14. Introduction to GPU computing with CUDA and PyTorch#
How GPU computing works.
NVIDIA hardware and CUDA.
Host and Device parts of code.
Threads, blocks, warps, SIMT.
GPU memory management.
Code compilation and run.
Neural networks quick introduiction.
Jupyter hub access.
Pytorch exercises with neural networks.
14.1. HOW GPU accelerated computing works#
Application runs essentially on a CPU
Some procedures can run on GPU
Data is sent back and forth between the devices over PCIe bus
CPU and GPU run cycles independently

14.2. Type of compute tasks to run on GPU#
Single Instruction Multiple Data (SIMD) simulations can efficiently run across many light weight threads on GPU Stream Multiprocessors.
For example, vector sum:

14.3. GPU computing cons and pros#
Two types of programming environments: CUDA and OpenAcc (less performance efficient).
Pros:
computing power for Single Instruction Multiple Data tasks thanks to available many GPU threads.
Many applications are already developed and ported into CUDA: Matlab, Comsol, VASP, python wrappers (pycuda).
Good for neural network comuting since it is based on the tensor algebra.
Cons:
Not beneficial for non SIMD computing.
Nontrivial programming in CUDA.
Hardware - CUDA compatibility and dependency on Nvidia support. Relatively old GPU hardware is no longer supported by latest CUDA releases.
14.4. Host and Device parts of a code#
Data is initialized and may be computed on the CPU (host part)
CPU calls to allocate memory space for DATA on GPU (host part)
CPU sends data to the GPU (host part)
CPU invokes GPU part of the code, kernel, to execute (device part)
GPU executes its code (device part)
CPU receives data from GPU (host part)
Example: hello.cu, without data send/receive.
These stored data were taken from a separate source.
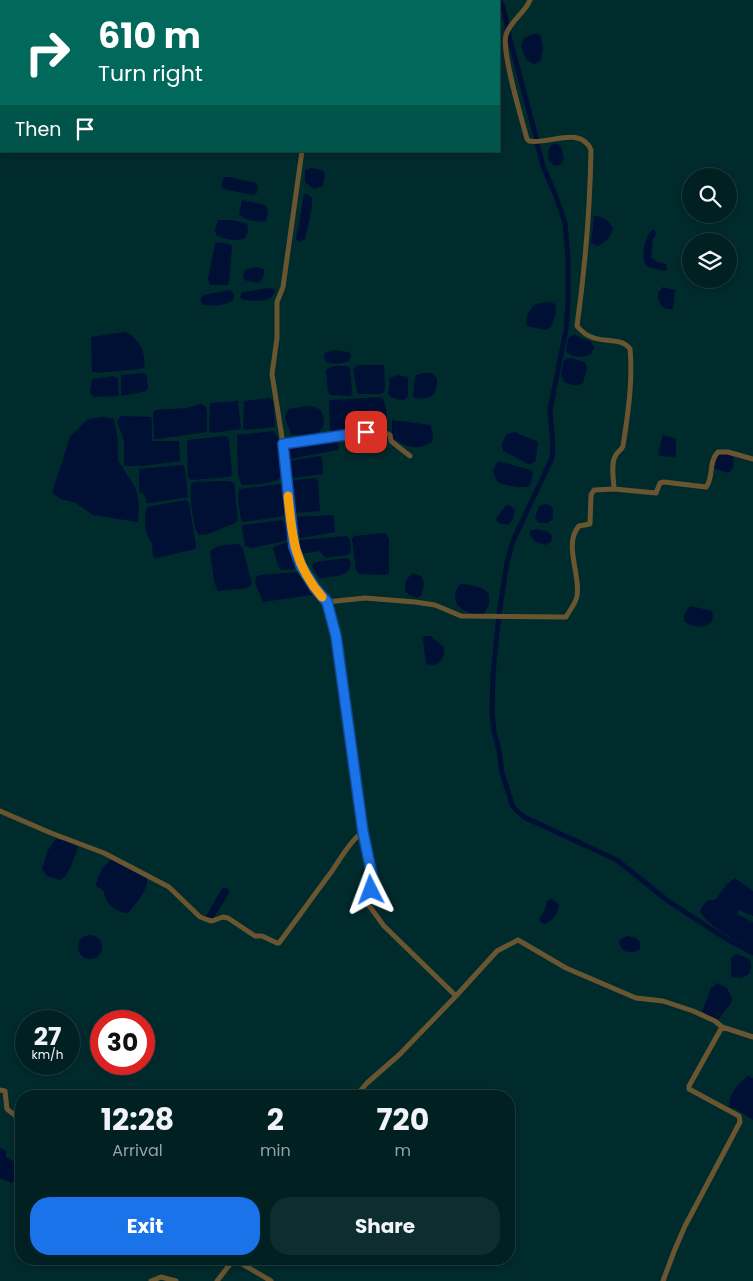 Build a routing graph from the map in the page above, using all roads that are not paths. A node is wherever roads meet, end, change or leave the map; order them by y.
1 (530, 0) edge
2 (302, 152) edge
3 (283, 444) junction
4 (410, 456) dead end
5 (753, 460) edge
6 (614, 489) junction
7 (327, 602) junction
8 (0, 811) edge
9 (363, 832) junction
10 (456, 996) junction
11 (722, 1028) junction
12 (753, 1037) edge
13 (0, 1090) edge
14 (361, 1090) edge
15 (15, 1115) edge
16 (230, 1265) edge
17 (244, 1265) edge
18 (151, 1281) edge
19 (176, 1281) edge
20 (218, 1281) edge
21 (271, 1281) edge
22 (664, 1281) edge

1 - 6 street
2 - 3 street
3 - 4 street
3 - 7 street
5 - 6 street
6 - 7 street
7 - 9 street
8 - 9 street
9 - 10 street
10 - 11 street
10 - 14 street
11 - 12 street
11 - 22 street
13 - 15 street
16 - 20 street
17 - 21 street
18 - 19 street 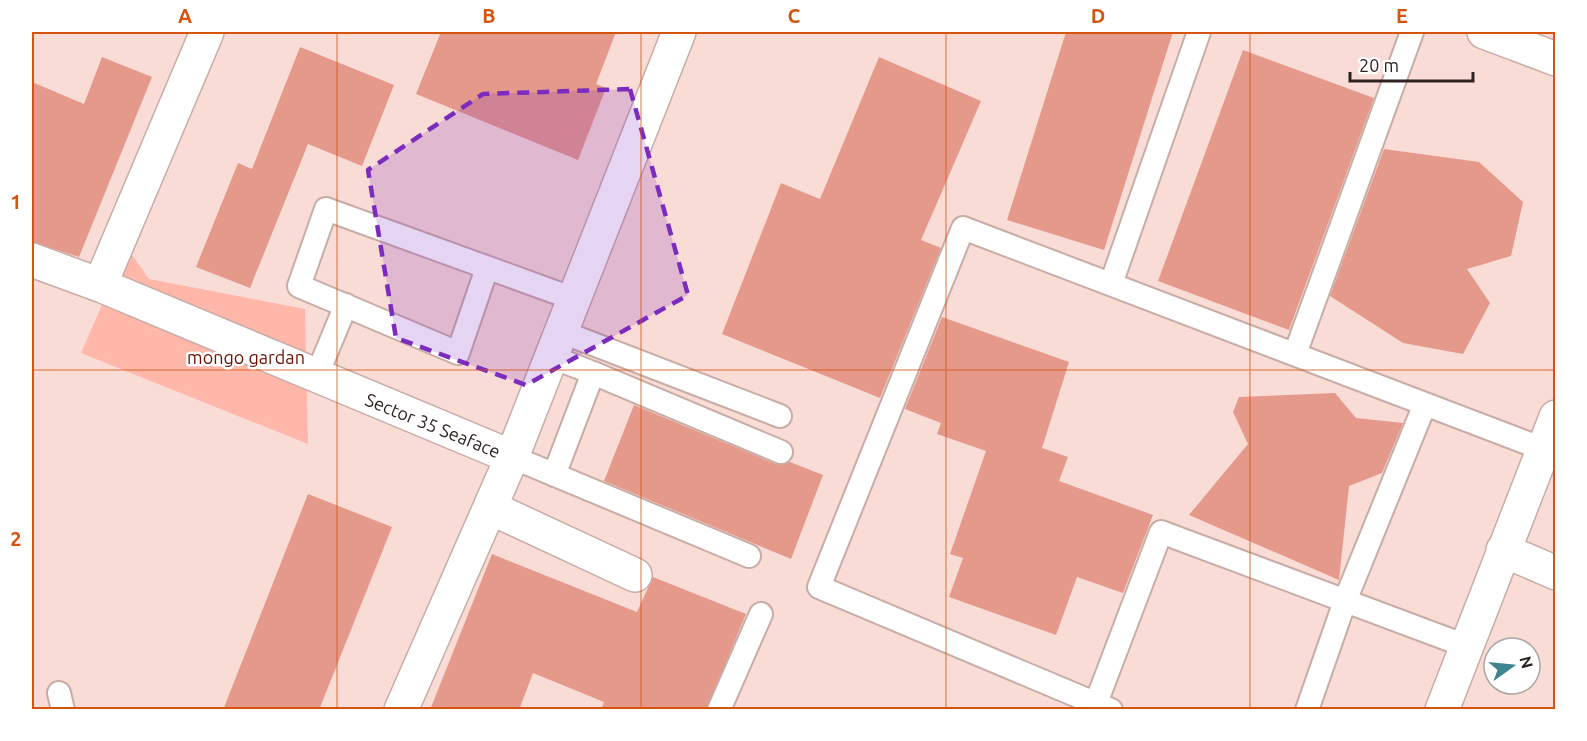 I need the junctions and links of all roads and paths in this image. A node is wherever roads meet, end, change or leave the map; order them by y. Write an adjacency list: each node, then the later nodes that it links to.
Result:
1 (207, 32): 10 (street)
2 (679, 32): 11 (street, Sector 35 Seaface)
3 (1199, 32): 9 (lane)
4 (1412, 32): 14 (lane)
5 (1484, 32): 6 (street)
6 (1556, 59)
7 (32, 260): 10 (street, Sector 35 Seaface)
8 (487, 267): 11 (lane); 12 (lane); 12 (lane)
9 (1111, 284): 14 (lane); 32 (lane)
10 (100, 285): 16 (street, Sector 35 Seaface)
11 (574, 299): 13 (street, Sector 35 Seaface)
12 (346, 305): 16 (lane)
13 (557, 344): 15 (lane); 18 (lane); 22 (street, Sector 35 Seaface)
14 (1295, 354): 17 (lane)
15 (593, 373): 21 (lane); 23 (lane)
16 (316, 377): 22 (street, Sector 35 Seaface)
17 (1425, 404): 20 (lane); 29 (lane)
18 (780, 416)
19 (1556, 417): 20 (street)
20 (1543, 449): 25 (street)
21 (781, 452)
22 (512, 457): 23 (lane); 24 (street)
23 (554, 475): 26 (lane)
24 (491, 508): 28 (street); 33 (street)
25 (1503, 550): 27 (street); 31 (street)
26 (749, 556)
27 (1556, 573)
28 (635, 575)
29 (1345, 601): 31 (lane); 32 (lane); 35 (lane)
30 (760, 614): 34 (lane)
31 (1466, 646): 36 (street)
32 (1103, 706)
33 (401, 710)
34 (719, 710)
35 (1307, 710)
36 (1442, 710)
The global is the device directive
#include<stdio.h>
#include<stdlib.h>
//Kernel definition (device part):
__global__ void print_from_gpu(void) {
printf("Hello World! from thread [%d,%d]From device\n", threadIdx.x,blockIdx.x);
}
//Host part:
int main(void) {
printf("Hello World from host!\n");
// Kernel invocation with 2 threads
print_from_gpu<<<1,2>>>();
cudaDeviceSynchronize();
return 0;
}
Example: vector_add.cu code snipped with data send/receive:
// Device code
__global__ void VecAdd(float* A, float* B, float* C, int N)
{
int i = blockDim.x * blockIdx.x + threadIdx.x;
if (i < N)
C[i] = A[i] + B[i];
}
// Host code
int main()
{
int N = ...;
size_t size = N * sizeof(float);
// Allocate input vectors h_A and h_B in host memory
float* h_A = (float*)malloc(size);
float* h_B = (float*)malloc(size);
// Initialize input vectors
...
// Allocate vectors in device memory
float* d_A;
cudaMalloc(&d_A, size);
float* d_B;
cudaMalloc(&d_B, size);
float* d_C;
cudaMalloc(&d_C, size);
// Copy vectors from host memory to device memory
cudaMemcpy(d_A, h_A, size, cudaMemcpyHostToDevice);
cudaMemcpy(d_B, h_B, size, cudaMemcpyHostToDevice);
// Invoke kernel
int threadsPerBlock = 256;
int blocksPerGrid = (N + threadsPerBlock - 1) / threadsPerBlock;
VecAdd<<<blocksPerGrid, threadsPerBlock>>>(d_A, d_B, d_C, N);
// Copy result from device memory to host memory
// h_C contains the result in host memory
cudaMemcpy(h_C, d_C, size, cudaMemcpyDeviceToHost);
// Free device memory
cudaFree(d_A);
cudaFree(d_B);
cudaFree(d_C);
// Free host memory
...
}
14.5. Threads, blocks, warps, and grid#
Single computing operation on GPU is done by a
thread.Threads are grouped into a
block.The number of threads in a block is defined by the code developer.
Each block performs the same operation on all its threads.
CUDA employs a Single Instruction Multiple Thread (SIMT) architecture to manage and execute threads in groups of 32 called
warps.Data for each thread may be different.
The blocks are scheduled and run independently of each other.
Blocks are organized into a one-dimensional, two-dimensional, or three-dimensional
gridof thread blocks.

14.6. Blocks on Streaming Multiprocessors (SM)#
A GPU with more multiprocessors will automatically execute the program in less time than a GPU with fewer multiprocessors.

14.7. Thread indexing#
Each thread in the grid is uniquely identified by its index,
ix.There is also the thread index within a block,
threadIdx.x.Each block within the grid can be identified by its own index,
blockIdx.xThe relationship between the indexes:
int i = blockIdx.x * blockDim.x + threadIdx.x;
where blockDim.x is the size of the block.
For convenience of computing multi-dimensional data, the indexes can be defined as one-dimensional, two-dimensional, or three-dimensional:
int ix = blockIdx.x * blockDim.x + threadIdx.x;
int iy = blockIdx.y * blockDim.y + threadIdx.y;
int iz = blockIdx.z * blockDim.z + threadIdx.z;
14.8. Memory Hierarchy#
CUDA threads may access data from multiple memory spaces during their execution.
Each thread has private
local memory.Each thread block has
shared memoryvisible to all threads of the block and with the same lifetime as the block.All threads have access to the same
global memory.Data from the host arrives into and departs from the
global memory. Theglobal memoryis much slower than the other two.There are also two additional read-only memory spaces accessible by all threads: the constant and texture memory spaces.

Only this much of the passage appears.